Add 3.2 mg of SMCC-Cy5PE per mg of IgG. Wrap the reaction tube in aluminum foil
and rotate for 60 minutes at room temp. Note: These molar ratios (~2 PE per
IgG) have worked very well. For conjugations which fail or are poor, different
molar ratios may help.
After 60 minutes, unreacted free sulfhydryls on the IgG must be
blocked.
Prepare a fresh solution of 10 mg NEM in 1.0 ml dry DMSO.
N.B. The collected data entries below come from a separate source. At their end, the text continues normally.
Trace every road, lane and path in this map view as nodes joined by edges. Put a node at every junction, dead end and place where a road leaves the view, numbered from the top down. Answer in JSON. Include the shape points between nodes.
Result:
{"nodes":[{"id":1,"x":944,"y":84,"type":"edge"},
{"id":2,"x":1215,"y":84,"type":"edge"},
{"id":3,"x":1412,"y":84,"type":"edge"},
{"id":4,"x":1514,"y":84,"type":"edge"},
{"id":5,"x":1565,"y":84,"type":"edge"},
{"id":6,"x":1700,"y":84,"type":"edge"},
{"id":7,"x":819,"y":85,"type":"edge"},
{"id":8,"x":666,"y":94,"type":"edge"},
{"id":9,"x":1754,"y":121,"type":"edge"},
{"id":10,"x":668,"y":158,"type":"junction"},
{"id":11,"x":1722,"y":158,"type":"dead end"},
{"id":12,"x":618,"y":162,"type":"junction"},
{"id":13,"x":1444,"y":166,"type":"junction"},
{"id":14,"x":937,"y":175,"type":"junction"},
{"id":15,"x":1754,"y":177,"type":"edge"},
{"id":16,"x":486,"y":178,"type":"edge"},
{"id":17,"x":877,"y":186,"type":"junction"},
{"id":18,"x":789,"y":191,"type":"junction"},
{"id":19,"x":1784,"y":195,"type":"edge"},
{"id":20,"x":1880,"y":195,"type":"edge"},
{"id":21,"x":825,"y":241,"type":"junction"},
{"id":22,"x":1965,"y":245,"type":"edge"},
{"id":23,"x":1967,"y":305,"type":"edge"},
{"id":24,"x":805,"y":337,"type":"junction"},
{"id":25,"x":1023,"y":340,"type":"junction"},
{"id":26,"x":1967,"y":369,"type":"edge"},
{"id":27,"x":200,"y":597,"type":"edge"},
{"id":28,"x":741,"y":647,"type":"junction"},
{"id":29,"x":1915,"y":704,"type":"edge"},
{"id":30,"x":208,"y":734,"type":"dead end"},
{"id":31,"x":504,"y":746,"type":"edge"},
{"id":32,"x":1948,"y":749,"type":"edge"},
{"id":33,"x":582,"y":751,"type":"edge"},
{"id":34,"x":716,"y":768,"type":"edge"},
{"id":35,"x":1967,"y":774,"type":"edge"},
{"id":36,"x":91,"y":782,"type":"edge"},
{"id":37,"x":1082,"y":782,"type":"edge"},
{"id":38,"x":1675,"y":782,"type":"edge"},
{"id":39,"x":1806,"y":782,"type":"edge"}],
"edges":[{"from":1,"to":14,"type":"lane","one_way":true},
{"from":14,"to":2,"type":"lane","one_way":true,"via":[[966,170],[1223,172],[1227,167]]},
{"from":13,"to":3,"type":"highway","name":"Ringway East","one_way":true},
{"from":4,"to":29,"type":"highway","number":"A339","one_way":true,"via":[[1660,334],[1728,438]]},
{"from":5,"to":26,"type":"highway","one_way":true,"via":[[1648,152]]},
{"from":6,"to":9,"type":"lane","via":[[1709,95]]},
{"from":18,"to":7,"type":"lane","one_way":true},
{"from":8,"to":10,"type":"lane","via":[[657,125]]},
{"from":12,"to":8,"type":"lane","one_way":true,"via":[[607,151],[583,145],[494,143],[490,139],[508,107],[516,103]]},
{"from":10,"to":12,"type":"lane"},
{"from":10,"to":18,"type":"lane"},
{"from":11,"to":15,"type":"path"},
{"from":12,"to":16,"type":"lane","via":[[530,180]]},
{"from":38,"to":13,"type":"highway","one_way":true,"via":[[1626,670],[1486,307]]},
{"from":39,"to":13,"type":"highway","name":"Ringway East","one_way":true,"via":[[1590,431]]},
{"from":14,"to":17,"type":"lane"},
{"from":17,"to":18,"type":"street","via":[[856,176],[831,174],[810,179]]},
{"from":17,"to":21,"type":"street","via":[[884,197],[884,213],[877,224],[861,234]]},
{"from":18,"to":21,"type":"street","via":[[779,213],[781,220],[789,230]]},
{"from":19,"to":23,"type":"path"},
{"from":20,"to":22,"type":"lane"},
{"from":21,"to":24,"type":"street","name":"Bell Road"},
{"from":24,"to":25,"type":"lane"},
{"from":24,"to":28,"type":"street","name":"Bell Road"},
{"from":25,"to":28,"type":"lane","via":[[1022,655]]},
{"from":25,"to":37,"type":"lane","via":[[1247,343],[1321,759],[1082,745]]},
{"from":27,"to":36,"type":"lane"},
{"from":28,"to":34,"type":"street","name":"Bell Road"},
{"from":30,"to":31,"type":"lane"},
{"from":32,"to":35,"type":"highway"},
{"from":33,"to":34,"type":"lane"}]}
Add 34 µg (3.4 µl) per mg of IgG. Wrap and rotate for 20 minutes at room
temperature.
The product can be either dialyzed or exchanged over a column into an
appropriate buffer (e.g. "Storage Buffer"). It is best to keep the
product at high concentration (> 1 mg/ml) for optimal stability. Never
freeze the congugates. It may be useful to spin Cy5PE conjugates prior to use
in staining, especially if background seems to be a problem (e.g., at 10,000g
in a microcentrifuge, at 4C). See also general hints
on storing conjugates.
Materials:
For column separations, we often use one
of two types of pre-poured columns:
For 1.25ml to 2.5ml sample volumes: PD-10 (Sephadex G-25M), Amersham, catalog
No. 17-0851-01.
For <0.5 ml sample volumes: NAP5 columns (Sephadex G-25 DNA grade), Amersham,
catalog No 17-0853-02.
Chemicals:
Cy5 - Cy5-bis-OSU,
N,N'-biscarboxypentyl-5,5'-disulfonatoindodicarbocyanine
Amersham Life Science, catalog No. PA15000
SMCC - succinimidyl 4-(N-maleimidomethyl) cyclohexane-1-carboxylate
Pierce, catalog No. 22360, mw 334.42
NEM – N-Ethylmaleimide
Sigma, Catalog E-1271, mw 125.1
DMSO - anyhydrous dimethyl sulfoxide
Aldrich, catalog No. 27,685-5.
Note: keep the DMSO absolutely dry at all times. We keep the bottle in a dessicator. Pour out an
amount of DMSO sufficient for your need and then pipette that; don't pipetter
directly into the bottle.
NaHCO3 - sodium bicarbonate
J. T. Baker, catalog No. 3508-05, mw 84.01
NaCO3 - sodium carbonate
J. T. Baker, catalog No. 3602-01, mw 106
NaCl - Sodium Chloride
Sigma, Catalog No S-3014, mw 58.44
TRIZMA pre-Set crystals 8.0 - Combination of Tris base and TrisHCl
Sigma, catalog No. T4753, average mw 141.8
NaN3 – Sodium Azide
Sigma, catalog No S-2002, mw 65
Buffers:
"C Reaction Buffer"
500 mM carbonate, pH 9.0
To make 1 Liter:
17g Na2CO3
28g NaHCO3
pH to9.0
Note: sodium azide cannot be added to this buffer
"Dialysis Buffer"
50 mM Sodium phosphate, 1 mM EDTA, pH 7.0
To make 1 Liter:
13.41g Sodium phosphate dibasic (7*H2O)
0.37 g EDTA
"Exchange Buffer"
50 mM MES, 2 mM EDTA, pH. 6.0
To make 1 Liter:
9.76 g MES
0.74 gm EDTA
pH to 6.0
"Storage Buffer"
10 mM Tris, 150 mM NaCl, 0.1% NaN3, pH 8.2
To make 1 Liter:
1.42g TRIZMA 8.0
8.77g NaCl
1g NaN3
pH to 8.2
See hints on storing buffers.
Hardy, RR: Purification and coupling of fluorescent proteins for use in flow
cytometry. In: Handbook of Experimental Immunology, 4th ed. DM Weir, LA
Herzenberg, C Blackwell, and LA Herzenberg, editors. Blackwell Scientific
Publications, Boston, 1986, pp. 31.1-31.12.